Terrence Malick
La rabbia giovane
1973, il primo film di Malick che ha trent’anni (è nato nel ’43). Il titolo italiano è fuori luogo, qui non c’è nessuna rabbia. Badlands è il suo titolo, paesi cattivi, o gente cattiva.
Malick incomincia male. Certi critici vi trovano il suo grande senso della natura di poi; ma qui non v’è certo quella natura madre, grandiosa e bellissima; vi sono quasi solo aridi terreni sconfinati che il fuggitivo attraversa in macchina per sfuggire alla polizia.
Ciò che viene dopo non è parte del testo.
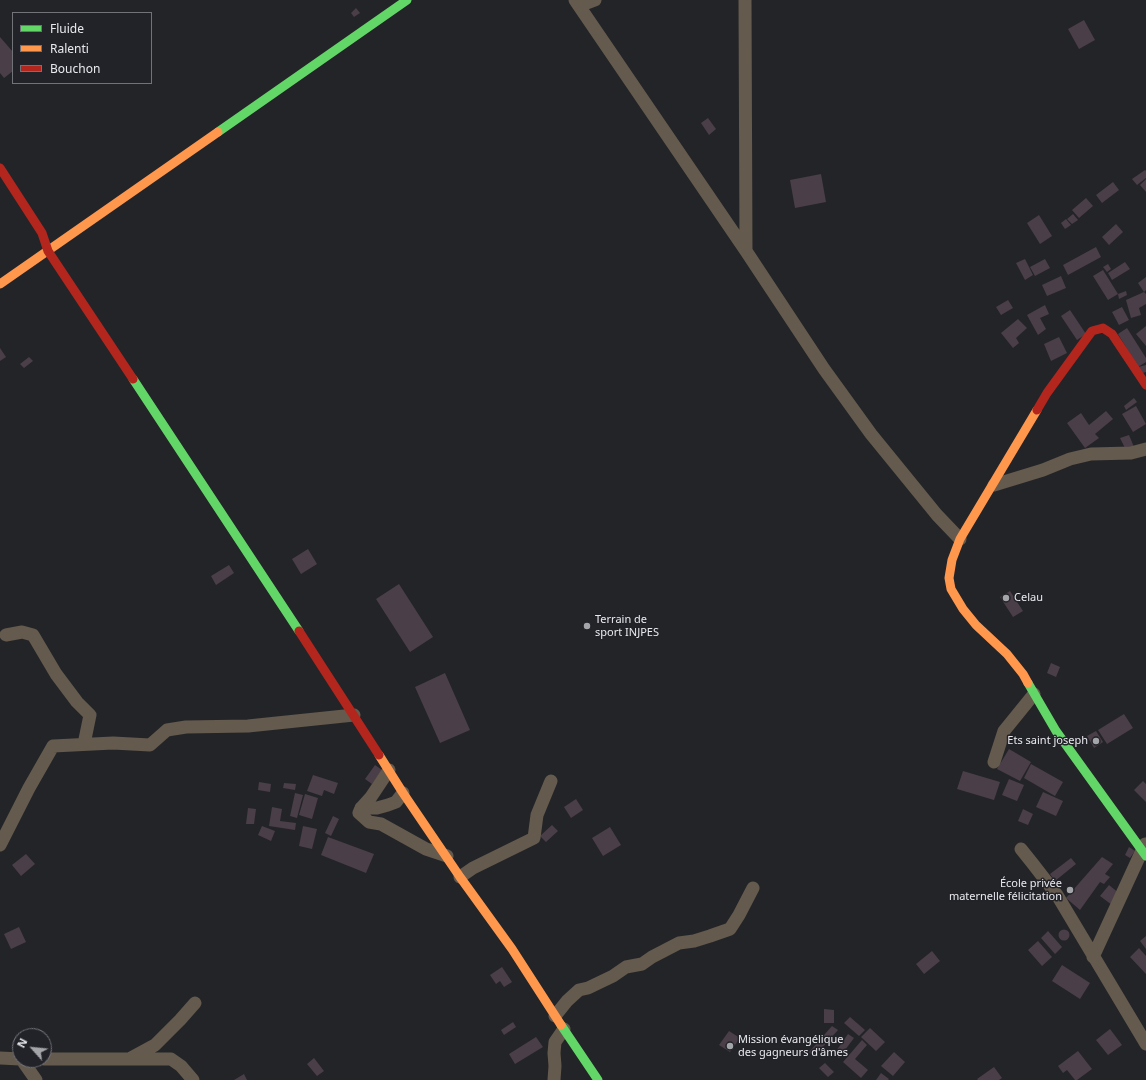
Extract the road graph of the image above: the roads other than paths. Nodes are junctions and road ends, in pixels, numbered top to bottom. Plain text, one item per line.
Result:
1 (407, 0) edge
2 (594, 0) edge
3 (745, 0) edge
4 (577, 3) edge
5 (0, 168) edge
6 (48, 251) junction
7 (746, 251) junction
8 (0, 284) edge
9 (1146, 385) edge
10 (1146, 449) edge
11 (994, 485) junction
12 (960, 539) junction
13 (6, 635) dead end
14 (1034, 694) junction
15 (354, 715) junction
16 (84, 744) junction
17 (994, 762) dead end
18 (389, 770) junction
19 (551, 781) dead end
20 (404, 793) junction
21 (361, 808) junction
22 (0, 845) edge
23 (1021, 849) dead end
24 (1145, 850) edge
25 (447, 856) junction
26 (460, 877) junction
27 (753, 888) dead end
28 (1093, 957) junction
29 (195, 1003) dead end
30 (555, 1016) junction
31 (564, 1029) junction
32 (1146, 1044) edge
33 (0, 1058) edge
34 (12, 1059) edge
35 (52, 1059) edge
36 (127, 1059) junction
37 (27, 1068) edge
38 (36, 1080) edge
39 (192, 1080) edge
40 (554, 1080) edge
41 (598, 1080) edge

1 - 6 street
2 - 4 street
3 - 7 street
4 - 7 street
5 - 6 street
6 - 8 street
6 - 15 street
7 - 12 street
9 - 11 street
10 - 11 street
11 - 12 street
12 - 14 street
13 - 16 street
14 - 17 street
14 - 24 street
15 - 16 street
15 - 18 street
16 - 22 street
18 - 20 street
18 - 21 street
19 - 26 street
20 - 21 street
20 - 25 street
21 - 25 street
23 - 28 street
24 - 28 street
25 - 26 street
26 - 30 street
27 - 30 street
28 - 32 street
29 - 36 street
30 - 31 street
31 - 40 street
31 - 41 street
33 - 34 street
35 - 36 street
36 - 39 street
37 - 38 street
Ciò che più colpisce à la totale amoralità di questi due. Il Kit (un giovane Martin Sheen), già impiegato comunale nella raccolta rifiuti; la ragazza Holly (Sissi Spacek), totalmente indifferente all’uccisione del padre e all’incendio criminale della sua casa; che solo in seguito abbandonerà Kit perché si sente stanca, forse del lungo vagare in macchina per terre desolate; ma non per i crimini compiuti. Fa anzi talora deliziose osservazioni sulla bellezza dei fiori e dei prati. Intanto il detto Kit ha ucciso suo padre; ha ucciso tre poliziotti; ha ucciso un suo ex compagno di lavoro; ha ucciso insomma tutto ciò che ha incontrato, con la più soave indifferenza. E quando infine vien preso dalla polizia, cui si arrende perché la sua macchina non ha più benzina e la sua pistola non ha più munizioni, tratta con loro amichevolmente, come se nulla fosse accaduto.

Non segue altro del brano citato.